What Happens When Your Famous Parents Ruin Your Perfect Life? (2024)

If a week is a long time in politics then it's a lifetime for an influencer, as one abrupt cancellation can bring all of those carefully crafted #spon deals crashing down around you. In Operation Varsity Blues, the new Netflix documentary about the college bribery scandal which imploded in 2019, Olivia Jade Giannulli is cast as one of the many villains in a tale of greed and shame.

The daughter of Full House actress Lori Loughlin and fashion designer Mossimo Giannulli, Olivia Jade had secured partnerships with brands like Sephora and Amazon Prime, her vlogs showing her doing make-up tutorials and complaining about how much she hated school. When both her and her sister got into ultra-competitive college USC with middling grades, suspicions were raised by staff at their school, who then discovered Olivia Jade had got in because of her talents at rowing crew despite the school being unaware she participated in any sports.

The doctored images of Olivia Jade on a rowing machine which emerged were part of a scheme run by Rick Singer, a nefarious hustler who bribed directors of college sports programs to vouch for applicants as part of their intake of athletes. Loughlin and Giannulli gave Singer $500,000 in order to get both of their daughters into USC through his 'side door' access into the school. This route was a "done deal" according to Singer, and a fraction of the cost of a mega donation direct to the college.

When the news broke, Olivia Jade was ridiculed with the same venom as people gave the influencers who sold their followers the allusion of paradise by posting about Fyre Festival. Her social media accounts were trolled and brands distanced themselves from her, meanwhile talkshow hosts declared she was fair game and a photograph of her giving a middle finger to the press didn't help matters. These days, everyone hates influencers, and Olivia Jade – who once crashed her car while filming herself singing along to a Stevie Wonder song, and whose cosmetics patent application was rejected, reportedly due to "poor punctuation" – is an easy target.

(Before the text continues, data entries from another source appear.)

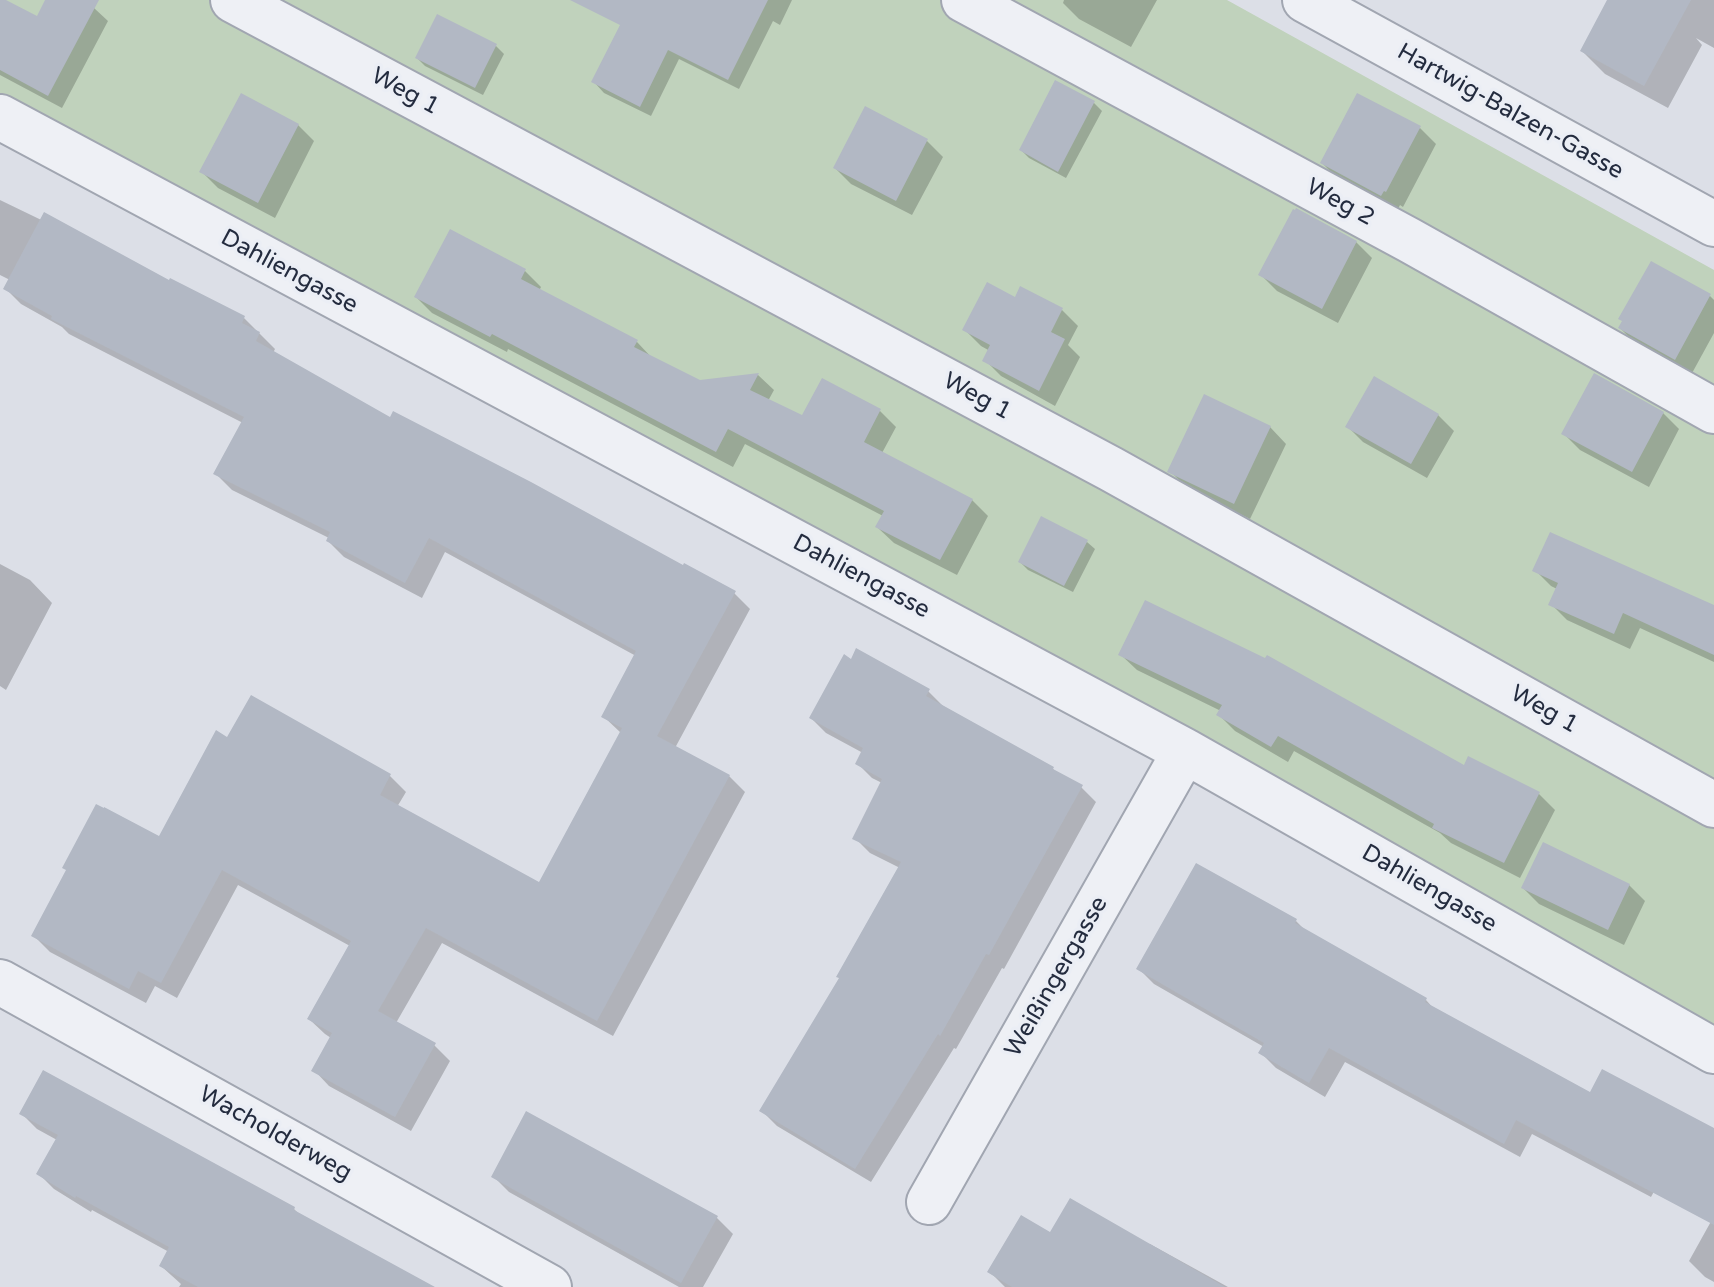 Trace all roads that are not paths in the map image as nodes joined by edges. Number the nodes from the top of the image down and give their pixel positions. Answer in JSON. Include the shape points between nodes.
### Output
{"nodes":[{"id":1,"x":233,"y":0,"type":"edge"},
{"id":2,"x":964,"y":0,"type":"edge"},
{"id":3,"x":1305,"y":0,"type":"edge"},
{"id":4,"x":0,"y":117,"type":"edge"},
{"id":5,"x":1714,"y":224,"type":"edge"},
{"id":6,"x":1714,"y":411,"type":"edge"},
{"id":7,"x":1185,"y":751,"type":"junction"},
{"id":8,"x":1714,"y":805,"type":"edge"},
{"id":9,"x":0,"y":982,"type":"edge"},
{"id":10,"x":1714,"y":1051,"type":"edge"},
{"id":11,"x":929,"y":1202,"type":"dead end"},
{"id":12,"x":549,"y":1287,"type":"edge"}],
"edges":[{"from":1,"to":8,"type":"street","name":"Weg 1","via":[[1111,469]]},
{"from":2,"to":6,"type":"street","name":"Weg 2"},
{"from":3,"to":5,"type":"street","name":"Hartwig-Balzen-Gasse"},
{"from":4,"to":7,"type":"street","name":"Dahliengasse"},
{"from":7,"to":10,"type":"street","name":"Dahliengasse"},
{"from":7,"to":11,"type":"street","name":"Weißingergasse"},
{"from":9,"to":12,"type":"street","name":"Wacholderweg"}]}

Although it was reported that Olivia Jade had immediately dropped out, she in fact left USC after a hearing in March 2019, though the university didn't comment on whether she was expelled. After a long social media hiatus she staged a comeback with a video titled 'hi again', which explained that legally she was unable to go into what had happened. The comments beneath, suggesting she knows "the price of everything and the value of nothing", and that the more she talks the clearer it is why her parents had to bribe her way in, show that Olivia Jade has become a symbol of the greed and corruption that the scandal exposed.

Before the incident she was forging a career which is now often listed as the number one job aspiration for teenagers. You can see from her vocal hatred of school that this wasn't someone that should have gone to college, and yet her parents' obsession with the status it would bring subsumed reality. The vitriol which Olivia Jade was subjected to would have been far better directed at her adult parents – you know, the ones who actually broke the law – and yet she became the target. Her father even aggressively confronted a college counsellor when they flagged their suspicions about Olivia Jade's application, demanding to know why he was interfering in a tense exchange, according to the documentary. What hope do kids have when their model for how to behave is lying and bullying your way to what you want?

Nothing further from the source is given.